Espero que não, sempre aconteceu assim. Não é surpresa. O único acordo importante que a CGTP assinou foi o acordo reforma da Segurança Social e só o assinou porque era uma reforma estrutural para garantir a sustentabilidade da segurança social - para garantir que os jovens vão ter direito a uma pensão daqui a 30 ou 40 anos - e nós aceitámos dividir esse acordo, pôr uma cláusula de forma e assinar outro acordo sobre o plafonamento. Onde vai o plafonamento que a CGTP não quis assinar nessa altura. Foi o único acordo importante assinado e depois a CGTP arrependeu-se um pouco de o ter feito por motivos particulares. Mas queremos dizer que os outros foram fáceis, formação, higiene e segurança, formação profissional ... São menos contraditórios, sem grandes cedências de parte a parte.

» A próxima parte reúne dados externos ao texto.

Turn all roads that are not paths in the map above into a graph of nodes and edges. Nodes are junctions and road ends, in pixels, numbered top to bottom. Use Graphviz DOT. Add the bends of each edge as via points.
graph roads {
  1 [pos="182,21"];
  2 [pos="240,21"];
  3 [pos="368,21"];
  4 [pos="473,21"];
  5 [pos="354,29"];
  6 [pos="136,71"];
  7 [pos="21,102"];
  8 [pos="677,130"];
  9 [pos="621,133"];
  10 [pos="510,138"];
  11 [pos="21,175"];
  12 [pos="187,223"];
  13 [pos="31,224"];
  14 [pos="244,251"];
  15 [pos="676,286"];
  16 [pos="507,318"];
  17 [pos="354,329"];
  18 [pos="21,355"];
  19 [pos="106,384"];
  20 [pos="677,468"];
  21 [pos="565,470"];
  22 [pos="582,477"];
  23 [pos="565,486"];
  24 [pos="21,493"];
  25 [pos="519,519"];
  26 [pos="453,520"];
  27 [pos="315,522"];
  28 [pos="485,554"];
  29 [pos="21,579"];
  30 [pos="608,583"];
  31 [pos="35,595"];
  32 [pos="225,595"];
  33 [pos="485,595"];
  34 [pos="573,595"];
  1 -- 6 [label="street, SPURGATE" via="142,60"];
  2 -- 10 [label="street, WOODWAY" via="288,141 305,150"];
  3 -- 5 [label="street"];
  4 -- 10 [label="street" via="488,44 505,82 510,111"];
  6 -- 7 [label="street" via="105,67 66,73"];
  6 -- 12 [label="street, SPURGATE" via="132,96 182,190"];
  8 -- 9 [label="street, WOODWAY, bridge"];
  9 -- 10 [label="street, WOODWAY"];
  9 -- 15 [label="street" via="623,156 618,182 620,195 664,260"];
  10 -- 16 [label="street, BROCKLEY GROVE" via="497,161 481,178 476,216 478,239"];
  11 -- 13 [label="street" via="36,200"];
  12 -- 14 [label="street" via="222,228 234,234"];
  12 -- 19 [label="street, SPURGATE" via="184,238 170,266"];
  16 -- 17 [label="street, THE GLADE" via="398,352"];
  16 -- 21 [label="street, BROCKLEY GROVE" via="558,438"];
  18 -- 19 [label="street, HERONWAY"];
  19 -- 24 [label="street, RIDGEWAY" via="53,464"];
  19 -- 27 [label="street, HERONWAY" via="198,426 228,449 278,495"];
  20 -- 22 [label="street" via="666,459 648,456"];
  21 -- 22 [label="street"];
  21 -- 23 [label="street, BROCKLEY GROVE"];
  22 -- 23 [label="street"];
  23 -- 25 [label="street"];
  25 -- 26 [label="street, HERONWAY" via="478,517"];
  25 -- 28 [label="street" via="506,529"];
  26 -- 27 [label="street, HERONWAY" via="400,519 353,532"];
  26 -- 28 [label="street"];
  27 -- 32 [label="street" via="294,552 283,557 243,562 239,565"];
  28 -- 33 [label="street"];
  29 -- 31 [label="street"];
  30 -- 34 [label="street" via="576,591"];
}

Não ficou surpreendido com esta posição?
Não. Toda a gente sabia que a CGTP não tinha condições para assinar, ainda para mais na véspera de um congresso.

Acha que a CGTP estava mais condicionada por estar em véspera de congresso?
Não. Não tinha condições nenhumas para assinar com este governo e na actual situação de crise que exige sacrifícios.